Problem statement: Where the word "Horster" appears in a line of the entries below, count that line and give the total alone.

Source data:
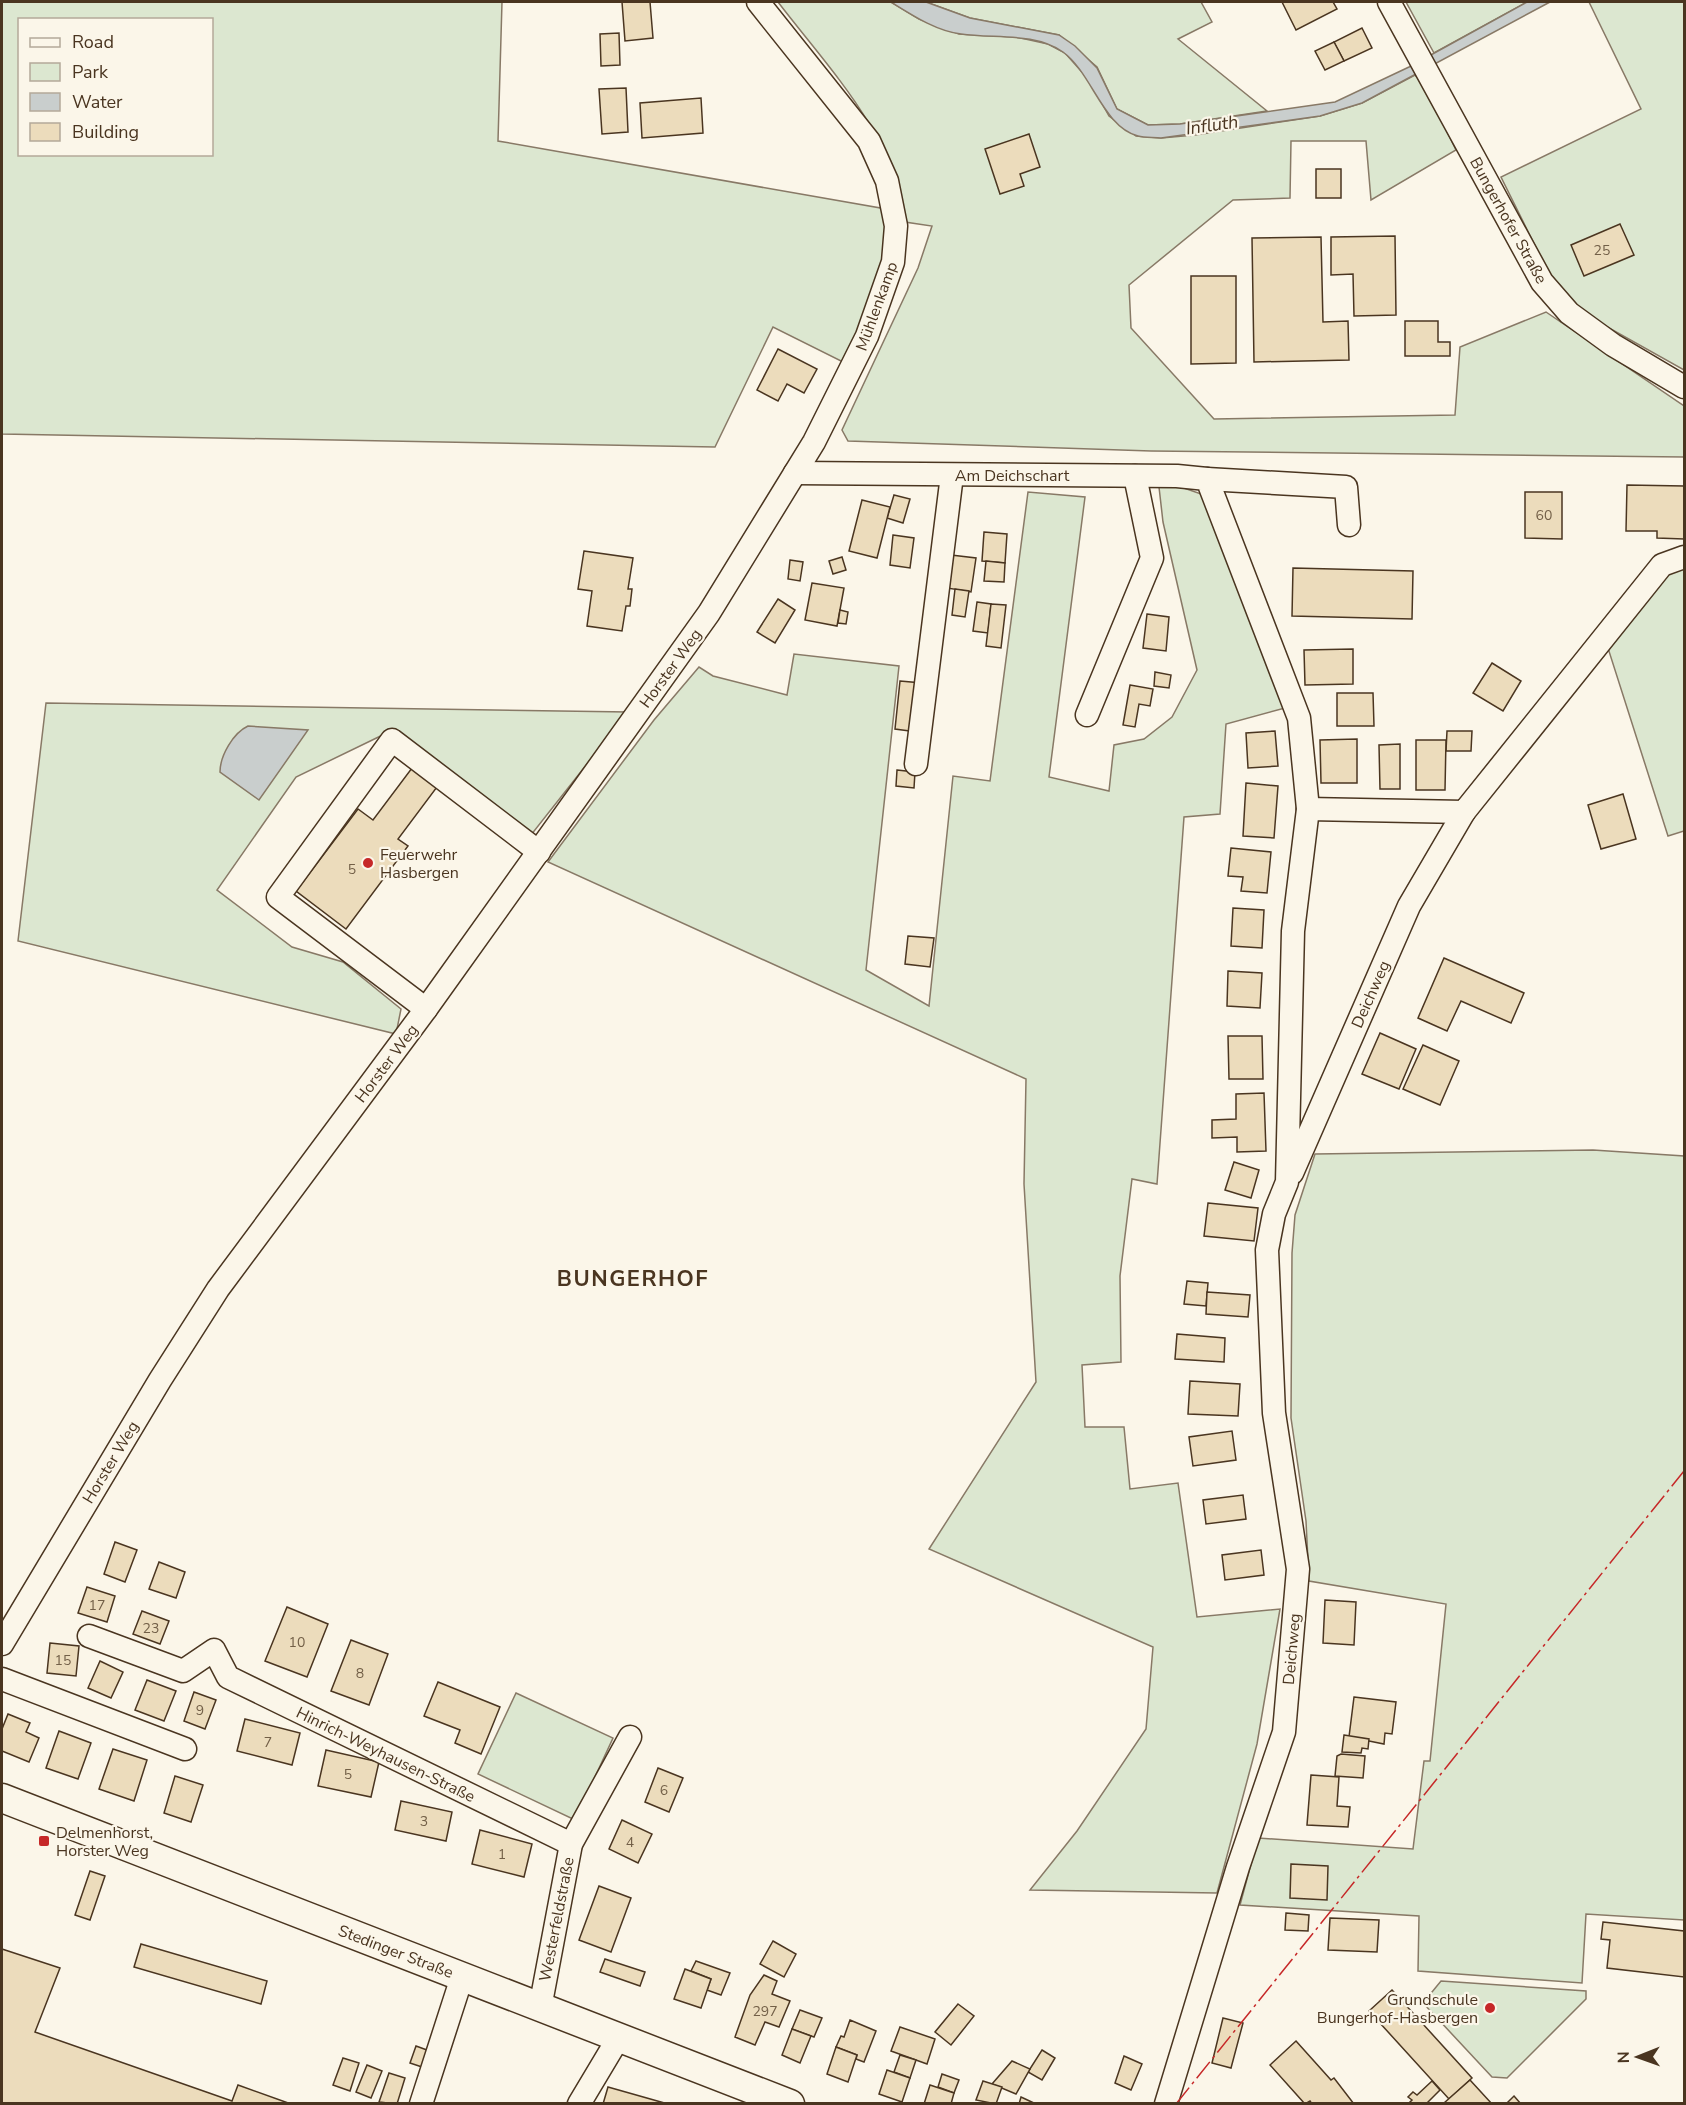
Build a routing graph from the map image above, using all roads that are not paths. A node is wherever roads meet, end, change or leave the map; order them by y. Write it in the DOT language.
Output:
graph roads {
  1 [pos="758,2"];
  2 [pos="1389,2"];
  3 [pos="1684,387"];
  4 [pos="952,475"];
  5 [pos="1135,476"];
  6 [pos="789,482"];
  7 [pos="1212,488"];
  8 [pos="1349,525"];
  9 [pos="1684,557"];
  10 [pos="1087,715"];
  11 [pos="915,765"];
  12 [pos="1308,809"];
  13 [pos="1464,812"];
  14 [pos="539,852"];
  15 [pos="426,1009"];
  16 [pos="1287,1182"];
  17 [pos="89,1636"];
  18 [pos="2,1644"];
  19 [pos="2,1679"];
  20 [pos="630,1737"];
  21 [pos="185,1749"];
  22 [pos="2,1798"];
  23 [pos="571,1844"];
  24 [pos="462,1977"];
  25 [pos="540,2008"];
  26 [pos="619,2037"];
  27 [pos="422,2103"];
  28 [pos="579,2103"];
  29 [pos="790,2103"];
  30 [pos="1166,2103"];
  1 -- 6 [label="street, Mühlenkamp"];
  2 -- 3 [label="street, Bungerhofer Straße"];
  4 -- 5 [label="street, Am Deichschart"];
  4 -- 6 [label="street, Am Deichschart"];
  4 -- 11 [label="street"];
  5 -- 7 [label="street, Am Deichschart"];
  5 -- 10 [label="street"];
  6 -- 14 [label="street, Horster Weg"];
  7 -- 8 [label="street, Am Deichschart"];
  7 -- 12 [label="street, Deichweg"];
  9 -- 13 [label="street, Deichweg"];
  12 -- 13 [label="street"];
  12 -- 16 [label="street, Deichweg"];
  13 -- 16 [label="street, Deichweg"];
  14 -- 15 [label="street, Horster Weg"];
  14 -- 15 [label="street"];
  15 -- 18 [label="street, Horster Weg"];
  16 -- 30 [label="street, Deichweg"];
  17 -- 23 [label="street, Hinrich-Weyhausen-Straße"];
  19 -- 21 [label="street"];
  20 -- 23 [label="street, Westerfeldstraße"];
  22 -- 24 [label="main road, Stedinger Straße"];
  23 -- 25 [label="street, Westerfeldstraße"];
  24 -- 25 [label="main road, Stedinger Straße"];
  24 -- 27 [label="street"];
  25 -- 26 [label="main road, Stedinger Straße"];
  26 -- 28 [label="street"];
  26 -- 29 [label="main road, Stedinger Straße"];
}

Solution below: 3